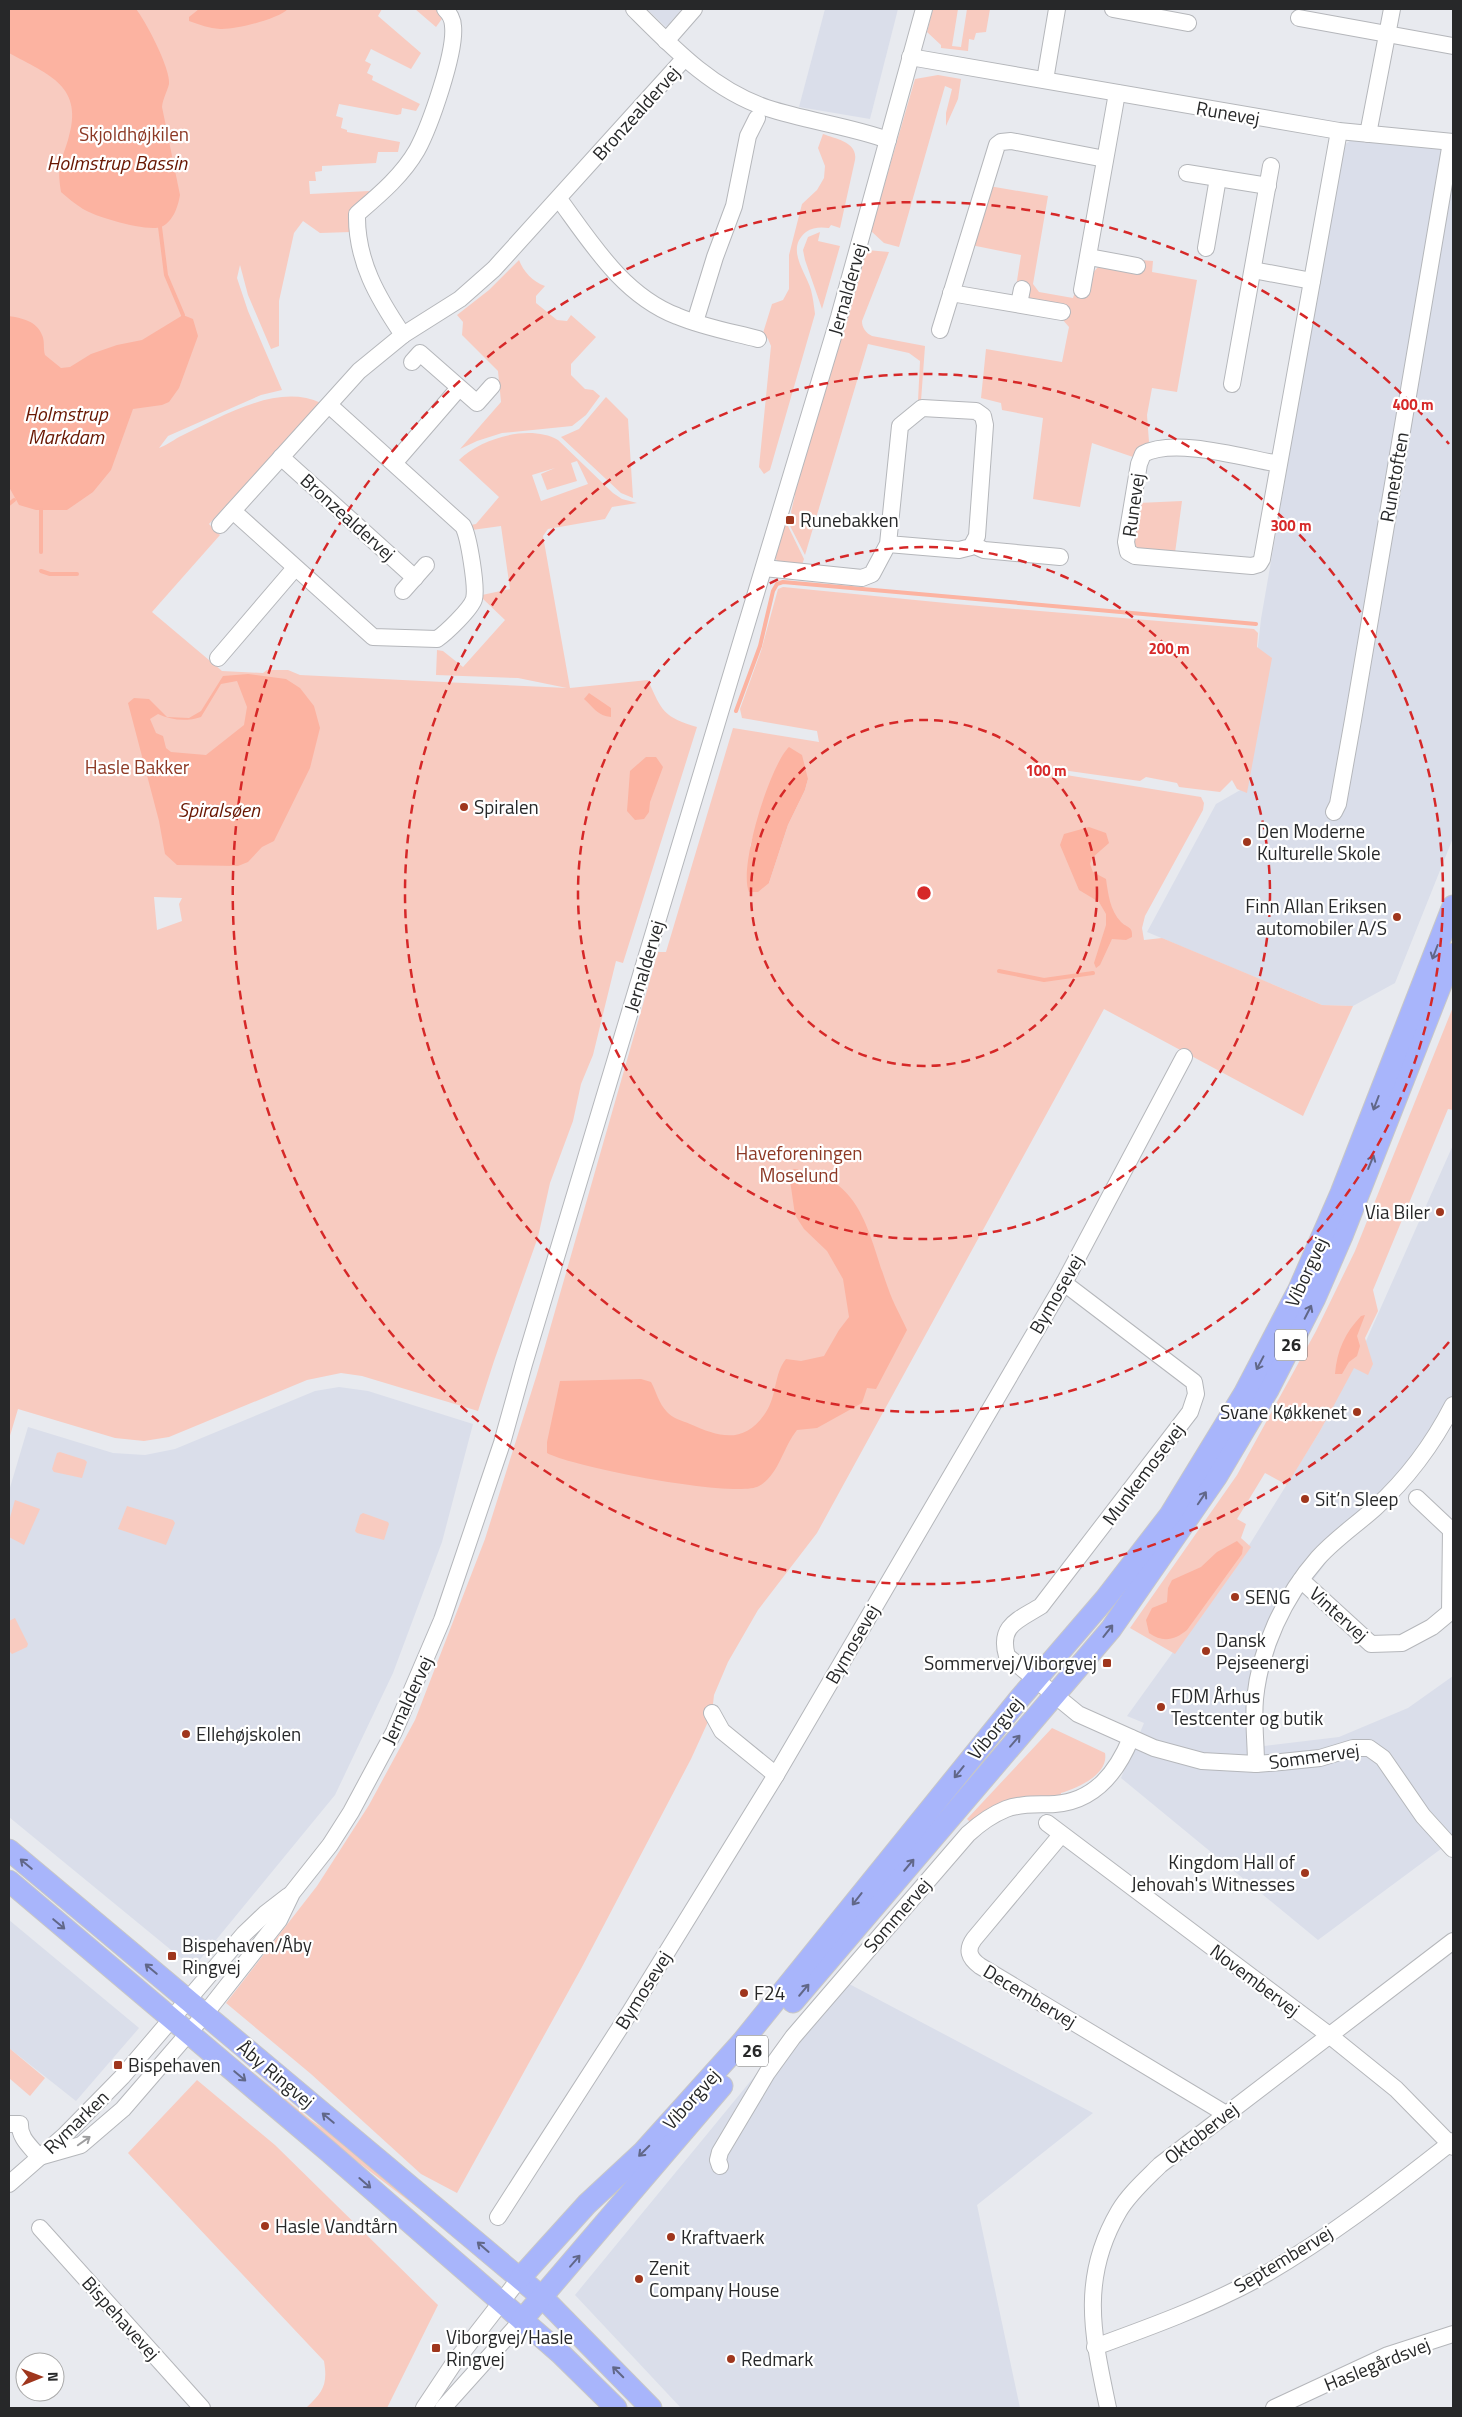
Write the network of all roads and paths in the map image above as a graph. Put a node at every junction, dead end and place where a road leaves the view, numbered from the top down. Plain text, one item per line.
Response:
1 (445, 9) edge
2 (634, 9) edge
3 (694, 9) edge
4 (924, 9) edge
5 (1057, 9) edge
6 (1114, 9) edge
7 (1392, 9) edge
8 (1299, 18) dead end
9 (1188, 23) dead end
10 (1388, 35) junction
11 (666, 41) junction
12 (1453, 46) edge
13 (910, 57) junction
14 (684, 59) junction
15 (1045, 80) junction
16 (1117, 93) junction
17 (757, 118) dead end
18 (1339, 131) junction
19 (1368, 134) junction
20 (888, 140) junction
21 (1452, 142) edge
22 (1105, 159) junction
23 (1271, 166) dead end
24 (1187, 172) dead end
25 (1218, 178) junction
26 (1268, 186) junction
27 (559, 199) junction
28 (1206, 248) dead end
29 (1089, 257) junction
30 (1137, 266) dead end
31 (1252, 270) junction
32 (1312, 281) junction
33 (1082, 290) dead end
34 (951, 293) junction
35 (1062, 312) dead end
36 (695, 322) junction
37 (940, 330) dead end
38 (403, 335) junction
39 (758, 339) dead end
40 (412, 362) dead end
41 (1232, 384) dead end
42 (492, 386) dead end
43 (459, 388) junction
44 (329, 405) junction
45 (282, 457) junction
46 (395, 462) junction
47 (1279, 464) junction
48 (232, 511) junction
49 (220, 525) dead end
50 (888, 544) junction
51 (973, 545) junction
52 (1060, 557) dead end
53 (295, 568) junction
54 (764, 568) junction
55 (403, 591) dead end
56 (218, 658) dead end
57 (1334, 812) dead end
58 (1453, 906) edge
59 (1453, 954) edge
60 (1184, 1057) dead end
61 (1064, 1283) junction
62 (1453, 1405) edge
63 (1448, 1427) edge
64 (1417, 1498) dead end
65 (1301, 1580) junction
66 (1035, 1680) junction
67 (1054, 1696) junction
68 (712, 1713) dead end
69 (1131, 1738) junction
70 (1256, 1764) junction
71 (776, 1775) junction
72 (1047, 1823) dead end
73 (1061, 1835) junction
74 (1453, 1848) edge
75 (9, 1850) edge
76 (9, 1881) edge
77 (292, 1893) junction
78 (1453, 1941) edge
79 (188, 2000) junction
80 (205, 2014) junction
81 (172, 2019) junction
82 (189, 2033) junction
83 (1329, 2035) junction
84 (1226, 2114) junction
85 (9, 2124) edge
86 (1452, 2144) edge
87 (39, 2157) junction
88 (720, 2166) dead end
89 (9, 2184) edge
90 (498, 2217) dead end
91 (40, 2228) dead end
92 (520, 2278) junction
93 (543, 2298) junction
94 (502, 2302) junction
95 (522, 2320) junction
96 (1453, 2334) edge
97 (1095, 2347) junction
98 (202, 2408) edge
99 (424, 2408) edge
100 (443, 2408) edge
101 (616, 2408) edge
102 (651, 2408) edge
103 (1108, 2408) edge
104 (1274, 2408) edge

1 - 38 street
2 - 11 street
3 - 11 street
4 - 13 street, Jernaldervej
5 - 15 street
6 - 9 street
7 - 10 street
8 - 10 street
10 - 12 street
10 - 19 street
11 - 14 street
13 - 15 street, Runevej
13 - 20 street, Jernaldervej
14 - 20 street, Bronzealdervej
14 - 27 street, Bronzealdervej
15 - 16 street, Runevej
16 - 18 street, Runevej
16 - 22 street
17 - 36 street
18 - 19 street, Runevej
18 - 32 street, Runevej
19 - 21 street, Runevej
20 - 54 street, Jernaldervej
21 - 57 street, Runetoften
22 - 29 street
22 - 34 street
23 - 26 street
24 - 25 street
25 - 26 street
25 - 28 street
26 - 31 street
27 - 36 street
27 - 38 street, Bronzealdervej
29 - 30 street
29 - 33 street
31 - 32 street
31 - 41 street
32 - 47 street, Runevej
34 - 35 street
34 - 37 street
36 - 39 street
38 - 44 street, Bronzealdervej
40 - 43 street
42 - 43 street
43 - 46 street
44 - 45 street, Bronzealdervej
44 - 46 street
45 - 48 street, Bronzealdervej
45 - 55 street, Bronzealdervej
46 - 53 street
47 - 47 street, Runevej
48 - 49 street, Bronzealdervej
48 - 53 street
50 - 51 street
50 - 51 street
50 - 54 street
51 - 52 street
53 - 56 street
54 - 77 street, Jernaldervej
58 -> 66 main road, Viborgvej / 26
67 -> 59 main road, Viborgvej / 26
60 - 61 street, Bymosevej
61 - 66 street, Munkemosevej
61 - 71 street, Bymosevej
62 - 63 street, Vintervej
63 - 65 street, Vintervej
64 - 65 street, Vintervej
65 - 70 street, Vintervej
66 - 67 street, Sommervej
66 -> 92 main road, Viborgvej / 26
67 - 69 street, Sommervej
93 -> 67 main road, Viborgvej / 26
68 - 71 street
69 - 70 street, Sommervej
69 - 88 street, Sommervej
70 - 74 street, Sommervej
71 - 90 street, Bymosevej
72 - 73 street, Novembervej
73 - 83 street, Novembervej
73 - 84 street, Decembervej
79 -> 75 main road, Åby Ringvej
76 -> 81 main road, Åby Ringvej
77 - 79 street, Jernaldervej
77 - 80 street, Jernaldervej
78 - 83 street, Oktobervej
79 - 80 main road, Åby Ringvej
79 - 81 street, Jernaldervej
80 - 82 street, Jernaldervej
92 -> 80 main road, Åby Ringvej
81 - 82 main road, Åby Ringvej
81 - 87 street, Rymarken
87 -> 82 street, Rymarken
82 -> 94 main road, Åby Ringvej
83 - 84 street, Oktobervej
83 - 86 street, Novembervej
84 - 97 street, Oktobervej
85 - 87 street, Rymarken
86 - 97 street, Septembervej
87 - 89 street, Rymarken
91 - 98 street, Bispehavevej
92 - 93 main road, Åby Ringvej
92 - 94 street, Viborgvej
93 - 95 main road, Viborgvej / 26
102 -> 93 main road, Åby Ringvej
94 - 95 main road, Åby Ringvej
94 - 99 street, Viborgvej
95 - 100 street, Viborgvej
95 - 101 main road, Åby Ringvej
96 - 104 street, Haslegårdsvej
97 - 103 street, Oktobervej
════════
Repeat every record above exactly. Omit the pictures.

Write the network of all roads and paths in the map image above as a graph. Put a node at every junction, dead end and place where a road leaves the view, numbered from the top down. Plain text, one item per line.
Response:
1 (445, 9) edge
2 (634, 9) edge
3 (694, 9) edge
4 (924, 9) edge
5 (1057, 9) edge
6 (1114, 9) edge
7 (1392, 9) edge
8 (1299, 18) dead end
9 (1188, 23) dead end
10 (1388, 35) junction
11 (666, 41) junction
12 (1453, 46) edge
13 (910, 57) junction
14 (684, 59) junction
15 (1045, 80) junction
16 (1117, 93) junction
17 (757, 118) dead end
18 (1339, 131) junction
19 (1368, 134) junction
20 (888, 140) junction
21 (1452, 142) edge
22 (1105, 159) junction
23 (1271, 166) dead end
24 (1187, 172) dead end
25 (1218, 178) junction
26 (1268, 186) junction
27 (559, 199) junction
28 (1206, 248) dead end
29 (1089, 257) junction
30 (1137, 266) dead end
31 (1252, 270) junction
32 (1312, 281) junction
33 (1082, 290) dead end
34 (951, 293) junction
35 (1062, 312) dead end
36 (695, 322) junction
37 (940, 330) dead end
38 (403, 335) junction
39 (758, 339) dead end
40 (412, 362) dead end
41 (1232, 384) dead end
42 (492, 386) dead end
43 (459, 388) junction
44 (329, 405) junction
45 (282, 457) junction
46 (395, 462) junction
47 (1279, 464) junction
48 (232, 511) junction
49 (220, 525) dead end
50 (888, 544) junction
51 (973, 545) junction
52 (1060, 557) dead end
53 (295, 568) junction
54 (764, 568) junction
55 (403, 591) dead end
56 (218, 658) dead end
57 (1334, 812) dead end
58 (1453, 906) edge
59 (1453, 954) edge
60 (1184, 1057) dead end
61 (1064, 1283) junction
62 (1453, 1405) edge
63 (1448, 1427) edge
64 (1417, 1498) dead end
65 (1301, 1580) junction
66 (1035, 1680) junction
67 (1054, 1696) junction
68 (712, 1713) dead end
69 (1131, 1738) junction
70 (1256, 1764) junction
71 (776, 1775) junction
72 (1047, 1823) dead end
73 (1061, 1835) junction
74 (1453, 1848) edge
75 (9, 1850) edge
76 (9, 1881) edge
77 (292, 1893) junction
78 (1453, 1941) edge
79 (188, 2000) junction
80 (205, 2014) junction
81 (172, 2019) junction
82 (189, 2033) junction
83 (1329, 2035) junction
84 (1226, 2114) junction
85 (9, 2124) edge
86 (1452, 2144) edge
87 (39, 2157) junction
88 (720, 2166) dead end
89 (9, 2184) edge
90 (498, 2217) dead end
91 (40, 2228) dead end
92 (520, 2278) junction
93 (543, 2298) junction
94 (502, 2302) junction
95 (522, 2320) junction
96 (1453, 2334) edge
97 (1095, 2347) junction
98 (202, 2408) edge
99 (424, 2408) edge
100 (443, 2408) edge
101 (616, 2408) edge
102 (651, 2408) edge
103 (1108, 2408) edge
104 (1274, 2408) edge

1 - 38 street
2 - 11 street
3 - 11 street
4 - 13 street, Jernaldervej
5 - 15 street
6 - 9 street
7 - 10 street
8 - 10 street
10 - 12 street
10 - 19 street
11 - 14 street
13 - 15 street, Runevej
13 - 20 street, Jernaldervej
14 - 20 street, Bronzealdervej
14 - 27 street, Bronzealdervej
15 - 16 street, Runevej
16 - 18 street, Runevej
16 - 22 street
17 - 36 street
18 - 19 street, Runevej
18 - 32 street, Runevej
19 - 21 street, Runevej
20 - 54 street, Jernaldervej
21 - 57 street, Runetoften
22 - 29 street
22 - 34 street
23 - 26 street
24 - 25 street
25 - 26 street
25 - 28 street
26 - 31 street
27 - 36 street
27 - 38 street, Bronzealdervej
29 - 30 street
29 - 33 street
31 - 32 street
31 - 41 street
32 - 47 street, Runevej
34 - 35 street
34 - 37 street
36 - 39 street
38 - 44 street, Bronzealdervej
40 - 43 street
42 - 43 street
43 - 46 street
44 - 45 street, Bronzealdervej
44 - 46 street
45 - 48 street, Bronzealdervej
45 - 55 street, Bronzealdervej
46 - 53 street
47 - 47 street, Runevej
48 - 49 street, Bronzealdervej
48 - 53 street
50 - 51 street
50 - 51 street
50 - 54 street
51 - 52 street
53 - 56 street
54 - 77 street, Jernaldervej
58 -> 66 main road, Viborgvej / 26
67 -> 59 main road, Viborgvej / 26
60 - 61 street, Bymosevej
61 - 66 street, Munkemosevej
61 - 71 street, Bymosevej
62 - 63 street, Vintervej
63 - 65 street, Vintervej
64 - 65 street, Vintervej
65 - 70 street, Vintervej
66 - 67 street, Sommervej
66 -> 92 main road, Viborgvej / 26
67 - 69 street, Sommervej
93 -> 67 main road, Viborgvej / 26
68 - 71 street
69 - 70 street, Sommervej
69 - 88 street, Sommervej
70 - 74 street, Sommervej
71 - 90 street, Bymosevej
72 - 73 street, Novembervej
73 - 83 street, Novembervej
73 - 84 street, Decembervej
79 -> 75 main road, Åby Ringvej
76 -> 81 main road, Åby Ringvej
77 - 79 street, Jernaldervej
77 - 80 street, Jernaldervej
78 - 83 street, Oktobervej
79 - 80 main road, Åby Ringvej
79 - 81 street, Jernaldervej
80 - 82 street, Jernaldervej
92 -> 80 main road, Åby Ringvej
81 - 82 main road, Åby Ringvej
81 - 87 street, Rymarken
87 -> 82 street, Rymarken
82 -> 94 main road, Åby Ringvej
83 - 84 street, Oktobervej
83 - 86 street, Novembervej
84 - 97 street, Oktobervej
85 - 87 street, Rymarken
86 - 97 street, Septembervej
87 - 89 street, Rymarken
91 - 98 street, Bispehavevej
92 - 93 main road, Åby Ringvej
92 - 94 street, Viborgvej
93 - 95 main road, Viborgvej / 26
102 -> 93 main road, Åby Ringvej
94 - 95 main road, Åby Ringvej
94 - 99 street, Viborgvej
95 - 100 street, Viborgvej
95 - 101 main road, Åby Ringvej
96 - 104 street, Haslegårdsvej
97 - 103 street, Oktobervej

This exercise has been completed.